The objectives of this study were to examine the effects of growth substrate and extracellular pH on phosphoenolpyruvate-dependent glucose phosphorylation as well as to examine how maltose is phosphorylated by the ruminal bacterium Megasphaera elsdenii B159. Phosphoenolpyruvate-dependent glucose phosphorylation by toluene-treated cells was constitutive, and glucose phosphorylation was reduced by 69% at pH 5.0. When toluene-treated cells were incubated in histidine buffer, little maltose phosphorylation occurred in the absence of inorganic phosphate. However, the addition of increasing concentrations of either potassium or sodium phosphate increased maltose phosphorylation.
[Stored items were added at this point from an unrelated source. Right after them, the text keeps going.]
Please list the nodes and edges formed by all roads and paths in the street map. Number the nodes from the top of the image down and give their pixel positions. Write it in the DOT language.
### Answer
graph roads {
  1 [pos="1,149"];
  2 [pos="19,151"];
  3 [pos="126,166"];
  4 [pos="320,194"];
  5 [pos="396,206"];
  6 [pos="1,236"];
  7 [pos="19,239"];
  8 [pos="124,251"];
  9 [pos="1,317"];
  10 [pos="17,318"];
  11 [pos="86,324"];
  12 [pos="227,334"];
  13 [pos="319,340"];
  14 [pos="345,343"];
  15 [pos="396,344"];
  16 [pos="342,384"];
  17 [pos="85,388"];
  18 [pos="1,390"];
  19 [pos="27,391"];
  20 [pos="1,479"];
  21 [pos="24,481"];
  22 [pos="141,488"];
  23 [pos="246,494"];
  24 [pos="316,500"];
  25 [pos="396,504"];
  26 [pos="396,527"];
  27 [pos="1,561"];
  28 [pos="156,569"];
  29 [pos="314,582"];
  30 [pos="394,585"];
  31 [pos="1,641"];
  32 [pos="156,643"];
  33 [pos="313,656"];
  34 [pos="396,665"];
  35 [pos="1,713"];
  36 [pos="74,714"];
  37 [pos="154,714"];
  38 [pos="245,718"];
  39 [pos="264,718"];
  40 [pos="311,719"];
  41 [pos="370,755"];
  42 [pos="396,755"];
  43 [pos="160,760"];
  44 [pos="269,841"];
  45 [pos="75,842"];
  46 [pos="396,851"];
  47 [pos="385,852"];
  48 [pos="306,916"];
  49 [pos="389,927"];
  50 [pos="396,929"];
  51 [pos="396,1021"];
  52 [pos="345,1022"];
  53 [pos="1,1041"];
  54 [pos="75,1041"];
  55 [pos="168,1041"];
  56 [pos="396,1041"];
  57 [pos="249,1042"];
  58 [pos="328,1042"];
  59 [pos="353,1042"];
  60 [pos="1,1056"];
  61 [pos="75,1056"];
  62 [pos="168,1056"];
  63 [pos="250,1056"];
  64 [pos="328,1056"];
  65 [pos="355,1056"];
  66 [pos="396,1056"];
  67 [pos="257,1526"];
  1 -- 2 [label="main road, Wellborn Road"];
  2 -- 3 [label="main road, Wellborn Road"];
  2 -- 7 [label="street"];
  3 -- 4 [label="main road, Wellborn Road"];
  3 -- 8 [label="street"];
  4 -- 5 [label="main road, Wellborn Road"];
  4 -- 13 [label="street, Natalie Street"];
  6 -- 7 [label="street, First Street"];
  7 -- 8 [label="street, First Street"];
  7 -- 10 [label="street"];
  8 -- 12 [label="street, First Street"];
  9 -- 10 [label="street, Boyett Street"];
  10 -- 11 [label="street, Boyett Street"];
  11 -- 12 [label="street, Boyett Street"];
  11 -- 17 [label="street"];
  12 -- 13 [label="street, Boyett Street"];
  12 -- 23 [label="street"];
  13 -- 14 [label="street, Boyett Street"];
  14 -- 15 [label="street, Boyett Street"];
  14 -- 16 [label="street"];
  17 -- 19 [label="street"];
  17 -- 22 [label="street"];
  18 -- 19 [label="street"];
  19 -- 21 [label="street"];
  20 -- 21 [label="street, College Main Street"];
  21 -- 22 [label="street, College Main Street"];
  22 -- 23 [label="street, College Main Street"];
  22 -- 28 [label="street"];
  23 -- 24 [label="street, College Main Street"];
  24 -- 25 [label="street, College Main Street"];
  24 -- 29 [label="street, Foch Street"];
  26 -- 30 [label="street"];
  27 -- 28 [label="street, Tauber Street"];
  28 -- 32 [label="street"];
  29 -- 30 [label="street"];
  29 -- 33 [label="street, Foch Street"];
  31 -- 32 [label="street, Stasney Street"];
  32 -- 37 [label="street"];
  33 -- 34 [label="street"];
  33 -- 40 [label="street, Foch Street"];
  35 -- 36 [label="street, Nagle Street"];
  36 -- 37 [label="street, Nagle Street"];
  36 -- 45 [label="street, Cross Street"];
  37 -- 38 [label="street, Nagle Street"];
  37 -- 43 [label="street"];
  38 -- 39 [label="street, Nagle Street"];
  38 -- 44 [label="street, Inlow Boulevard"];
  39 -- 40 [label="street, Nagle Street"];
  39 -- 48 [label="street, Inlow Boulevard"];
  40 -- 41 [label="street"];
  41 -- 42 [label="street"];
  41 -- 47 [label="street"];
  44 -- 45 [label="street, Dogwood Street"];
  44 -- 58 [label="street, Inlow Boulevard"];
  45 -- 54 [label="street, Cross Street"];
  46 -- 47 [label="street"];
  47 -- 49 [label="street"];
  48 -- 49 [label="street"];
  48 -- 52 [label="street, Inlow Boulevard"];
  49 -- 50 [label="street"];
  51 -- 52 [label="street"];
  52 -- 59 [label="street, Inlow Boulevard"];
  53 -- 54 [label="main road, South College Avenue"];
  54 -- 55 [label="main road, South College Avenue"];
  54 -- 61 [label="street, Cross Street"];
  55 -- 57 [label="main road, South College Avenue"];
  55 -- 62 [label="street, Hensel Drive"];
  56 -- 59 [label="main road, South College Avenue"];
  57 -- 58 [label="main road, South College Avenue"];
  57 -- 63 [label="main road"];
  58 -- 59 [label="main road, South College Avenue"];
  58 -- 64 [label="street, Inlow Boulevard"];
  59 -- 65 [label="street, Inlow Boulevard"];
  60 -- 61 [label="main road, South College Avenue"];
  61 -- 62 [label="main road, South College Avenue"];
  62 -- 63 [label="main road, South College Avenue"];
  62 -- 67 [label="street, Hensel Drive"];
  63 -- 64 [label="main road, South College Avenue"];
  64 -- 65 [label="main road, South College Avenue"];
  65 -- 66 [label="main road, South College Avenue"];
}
Maximal phosphorylation activity was observed at between 25 and 50 mM of either inorganic phosphate source. Compared with the control incubations, maltose phosphorylation was increased over threefold with 25 mM of either potassium or sodium phosphate. Phosphoglucomutase activity was detected in cell extracts of M. elsdenii B159, and this enzyme had a K(m) of 3.2 mM for glucose-1-P and a V(max) of 1836 nmol of NADP(+) reduced/mg of protein per min. Maltose was also hydrolyzed by an inducible maltase (K(m), 1.19 mM). To our knowledge, this is the first report of a maltose phosphorylase and a maltase in M. elsdenii.